→ Work request
Could you count the lines below that include the word "Lucille" and give only the number?

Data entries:
Start of Block
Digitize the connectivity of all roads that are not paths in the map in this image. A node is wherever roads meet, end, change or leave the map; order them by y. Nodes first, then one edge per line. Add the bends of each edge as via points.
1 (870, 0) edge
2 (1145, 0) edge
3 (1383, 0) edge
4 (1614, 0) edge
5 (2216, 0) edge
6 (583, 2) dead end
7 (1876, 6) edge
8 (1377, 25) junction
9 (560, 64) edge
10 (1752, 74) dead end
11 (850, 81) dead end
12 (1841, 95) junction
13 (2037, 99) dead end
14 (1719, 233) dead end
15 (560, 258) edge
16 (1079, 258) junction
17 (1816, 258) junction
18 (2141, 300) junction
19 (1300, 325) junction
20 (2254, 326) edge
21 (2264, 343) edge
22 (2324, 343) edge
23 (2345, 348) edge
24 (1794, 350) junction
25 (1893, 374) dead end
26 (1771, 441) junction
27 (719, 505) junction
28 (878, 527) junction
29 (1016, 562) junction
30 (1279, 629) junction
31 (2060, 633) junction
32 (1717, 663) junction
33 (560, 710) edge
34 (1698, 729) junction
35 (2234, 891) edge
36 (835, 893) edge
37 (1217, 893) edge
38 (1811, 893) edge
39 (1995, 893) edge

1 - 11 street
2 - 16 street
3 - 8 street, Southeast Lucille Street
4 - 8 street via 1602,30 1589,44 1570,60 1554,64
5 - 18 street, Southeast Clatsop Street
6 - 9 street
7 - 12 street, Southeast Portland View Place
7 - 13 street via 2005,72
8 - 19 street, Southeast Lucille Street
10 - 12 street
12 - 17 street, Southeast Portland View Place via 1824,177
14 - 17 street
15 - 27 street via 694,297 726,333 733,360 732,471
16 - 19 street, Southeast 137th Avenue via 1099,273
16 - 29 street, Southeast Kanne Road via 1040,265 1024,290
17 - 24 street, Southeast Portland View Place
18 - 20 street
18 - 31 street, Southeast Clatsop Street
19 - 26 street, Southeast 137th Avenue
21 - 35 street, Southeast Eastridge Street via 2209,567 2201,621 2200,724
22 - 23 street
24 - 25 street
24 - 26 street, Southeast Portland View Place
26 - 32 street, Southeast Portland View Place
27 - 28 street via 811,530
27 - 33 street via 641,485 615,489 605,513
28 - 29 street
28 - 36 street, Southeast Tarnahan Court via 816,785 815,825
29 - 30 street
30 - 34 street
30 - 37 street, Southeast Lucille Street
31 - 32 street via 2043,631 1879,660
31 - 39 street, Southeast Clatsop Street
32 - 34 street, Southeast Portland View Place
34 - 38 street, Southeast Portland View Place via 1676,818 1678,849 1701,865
End of Block
→ Answer to this task
3